In men, life expectancy fell by almost seven years, over a two to three-year period. A seven-year loss of life expectancy in seventy million men, is forty-nine million QALYs worth. It is certainly a far greater health disaster than COVID can possibly create.4
In Lithuania, the impact of the break-up of the Soviet Union was also dramatic, and damaging. Below is a graph, looking purely at deaths from cardiovascular disease. As you can see, starting in 1989 (when the Berlin wall fell) there was an enormous spike, representing hundreds of thousands of premature deaths.
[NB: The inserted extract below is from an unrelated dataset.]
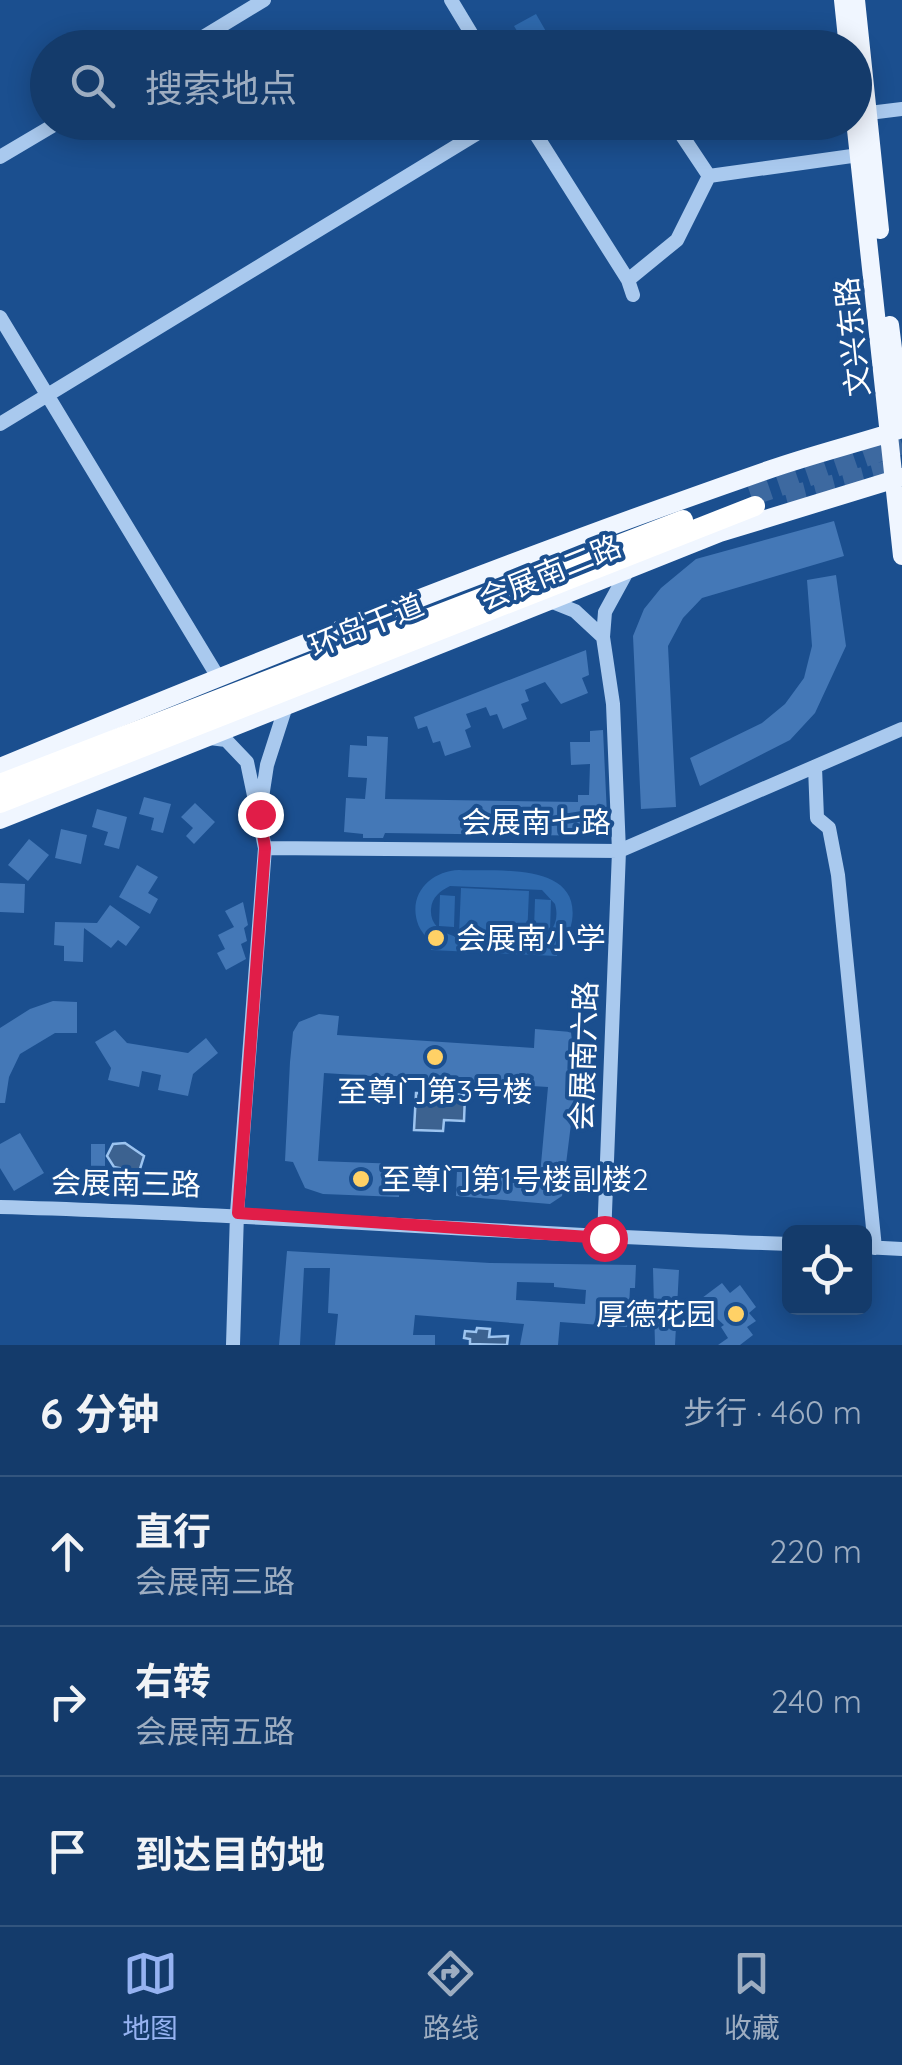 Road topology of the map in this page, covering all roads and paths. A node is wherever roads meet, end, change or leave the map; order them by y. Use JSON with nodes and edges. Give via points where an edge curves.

These same spikes, in death and disease, were seen across most countries in the former Soviet Union. 5
These, the downsides, can be calculated, using the figure that is the opposite of the QALY, which is the DALY. The Disability Adjusted Life Year. Or, to put it another way, how much harm are you causing with your interventions? I am not doing this calculation here, because it would have about ten thousand variables and would take far too long.
Despite this, the message here is that severe damage to an economy does not simply affect bank balances, it can be deadly. If we look at the result of social deprivation in the UK, the effect is (potentially) immense
This was highlighted in a review by Michael Marmot, who studied two areas of Glasgow. Lenzie, which was rich, whilst the other area, Calton, was poor (socially deprived). The findings were stark:
…we can see this in Glasgow. When we published the report of the WHO Commission on Social Determinants of Health (CSDH) in 2008, I drew attention to stark inequalities in mortality between local areas of Glasgow: life expectancy of 54 for men in Calton, compared with 82 in Lenzie.’ 6
A twenty-eight-year difference in life expectancy between people living approximately five miles apart. The difference? Money.
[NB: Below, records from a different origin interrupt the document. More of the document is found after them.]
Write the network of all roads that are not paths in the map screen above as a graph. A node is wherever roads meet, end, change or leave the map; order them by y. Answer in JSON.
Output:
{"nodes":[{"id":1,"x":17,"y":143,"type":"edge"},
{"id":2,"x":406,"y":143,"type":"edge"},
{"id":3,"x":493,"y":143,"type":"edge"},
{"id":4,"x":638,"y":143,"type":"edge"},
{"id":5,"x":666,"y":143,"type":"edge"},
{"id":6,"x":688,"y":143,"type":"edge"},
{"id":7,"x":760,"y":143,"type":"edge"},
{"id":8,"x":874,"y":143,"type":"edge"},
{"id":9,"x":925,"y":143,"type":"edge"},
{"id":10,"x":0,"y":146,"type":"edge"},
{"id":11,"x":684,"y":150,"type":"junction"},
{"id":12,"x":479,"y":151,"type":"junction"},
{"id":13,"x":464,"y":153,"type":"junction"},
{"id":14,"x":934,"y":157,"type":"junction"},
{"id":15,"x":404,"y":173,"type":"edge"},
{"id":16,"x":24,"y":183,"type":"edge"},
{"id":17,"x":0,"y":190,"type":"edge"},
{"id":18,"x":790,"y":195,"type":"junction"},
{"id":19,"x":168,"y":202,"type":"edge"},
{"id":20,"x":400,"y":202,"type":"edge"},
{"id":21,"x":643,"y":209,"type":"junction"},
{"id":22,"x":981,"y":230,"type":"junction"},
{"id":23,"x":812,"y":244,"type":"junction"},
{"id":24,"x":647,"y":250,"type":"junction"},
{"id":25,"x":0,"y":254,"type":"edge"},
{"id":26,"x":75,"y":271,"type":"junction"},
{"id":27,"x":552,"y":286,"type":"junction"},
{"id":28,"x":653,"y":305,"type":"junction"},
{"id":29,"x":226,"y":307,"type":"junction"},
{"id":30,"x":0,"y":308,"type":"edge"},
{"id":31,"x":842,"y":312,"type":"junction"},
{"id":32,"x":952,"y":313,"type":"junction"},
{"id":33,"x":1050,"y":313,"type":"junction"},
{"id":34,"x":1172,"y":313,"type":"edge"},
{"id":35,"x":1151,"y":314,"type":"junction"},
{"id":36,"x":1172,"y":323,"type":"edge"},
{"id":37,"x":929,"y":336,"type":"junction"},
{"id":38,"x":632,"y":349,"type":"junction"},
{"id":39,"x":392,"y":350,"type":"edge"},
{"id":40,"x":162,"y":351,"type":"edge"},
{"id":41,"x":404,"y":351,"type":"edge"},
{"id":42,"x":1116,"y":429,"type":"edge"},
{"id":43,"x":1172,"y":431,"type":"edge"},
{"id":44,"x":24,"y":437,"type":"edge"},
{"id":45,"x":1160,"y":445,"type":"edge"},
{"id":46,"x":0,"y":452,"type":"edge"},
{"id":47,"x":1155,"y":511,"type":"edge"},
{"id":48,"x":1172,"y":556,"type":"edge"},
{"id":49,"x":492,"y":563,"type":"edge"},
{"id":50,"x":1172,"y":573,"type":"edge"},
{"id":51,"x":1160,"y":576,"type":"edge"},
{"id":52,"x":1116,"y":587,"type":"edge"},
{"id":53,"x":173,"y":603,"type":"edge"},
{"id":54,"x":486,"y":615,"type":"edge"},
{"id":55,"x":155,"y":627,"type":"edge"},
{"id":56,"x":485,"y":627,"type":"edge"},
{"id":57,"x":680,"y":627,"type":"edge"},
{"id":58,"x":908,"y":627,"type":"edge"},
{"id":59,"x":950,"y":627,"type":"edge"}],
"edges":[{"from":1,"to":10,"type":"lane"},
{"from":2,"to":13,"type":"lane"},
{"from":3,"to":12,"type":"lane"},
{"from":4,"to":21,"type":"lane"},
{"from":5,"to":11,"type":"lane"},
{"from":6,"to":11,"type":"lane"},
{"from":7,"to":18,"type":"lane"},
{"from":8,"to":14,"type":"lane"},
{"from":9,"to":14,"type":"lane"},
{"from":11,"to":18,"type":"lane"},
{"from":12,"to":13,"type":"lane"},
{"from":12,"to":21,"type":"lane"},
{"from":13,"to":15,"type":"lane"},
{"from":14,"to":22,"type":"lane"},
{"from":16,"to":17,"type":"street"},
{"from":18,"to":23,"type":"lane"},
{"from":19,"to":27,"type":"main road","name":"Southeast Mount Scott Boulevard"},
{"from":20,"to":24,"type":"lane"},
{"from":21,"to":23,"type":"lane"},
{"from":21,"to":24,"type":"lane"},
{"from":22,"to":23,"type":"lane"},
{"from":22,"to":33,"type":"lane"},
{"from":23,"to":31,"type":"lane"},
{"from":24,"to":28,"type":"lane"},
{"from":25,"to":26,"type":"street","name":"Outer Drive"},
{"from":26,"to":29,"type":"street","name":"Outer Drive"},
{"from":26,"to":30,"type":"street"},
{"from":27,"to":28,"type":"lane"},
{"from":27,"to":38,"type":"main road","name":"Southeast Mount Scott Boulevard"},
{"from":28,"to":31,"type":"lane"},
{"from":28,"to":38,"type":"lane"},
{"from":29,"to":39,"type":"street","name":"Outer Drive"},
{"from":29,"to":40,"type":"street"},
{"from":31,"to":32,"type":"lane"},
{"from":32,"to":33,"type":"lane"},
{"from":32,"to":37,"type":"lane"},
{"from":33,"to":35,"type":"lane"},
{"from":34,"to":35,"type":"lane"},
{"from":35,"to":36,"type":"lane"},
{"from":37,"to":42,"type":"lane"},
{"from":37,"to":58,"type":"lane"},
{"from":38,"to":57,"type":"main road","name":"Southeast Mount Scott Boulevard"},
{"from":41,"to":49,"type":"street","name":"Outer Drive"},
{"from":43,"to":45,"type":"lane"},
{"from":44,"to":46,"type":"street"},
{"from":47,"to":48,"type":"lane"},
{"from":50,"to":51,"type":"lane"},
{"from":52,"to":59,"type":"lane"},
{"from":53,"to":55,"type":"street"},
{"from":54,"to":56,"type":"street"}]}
This, I hope, puts into some perspective the discussion on cost per QALY. I framed it, to start with, as a discussion about money, but it is not really about money. Health does not exist in some bubble, sitting apart from the rest of society. Health and wealth are closely interrelated.
Which means that I fear that we are taking actions that could, in the longer term, if we are not very careful, result in significantly more deaths than we are trying to prevent.
Even if we restrict the analysis purely to the cost per QALY and narrow the ‘health’ analysis purely to COVID, and deaths from COVID, it remains difficult to justify spending £350 billion pounds to control a single disease.
I know that many people will violently disagree with this analysis and will think I am some cold-hearted fiend. ‘People are dying, we must do absolutely everything we can. No matter how much it costs.’ ‘What would you say if it was your mother…’ and suchlike.
Well, I have spoking to my mother, who is 92. Her view is that she has lived long enough. She thinks the Government actions are a ridiculous over-reaction. She is going out shopping and chatting to friends… she will take no advice on the matter.
So, what would I do if it was my mother that is dying? I will say that she made her choice, and who am I to argue with it.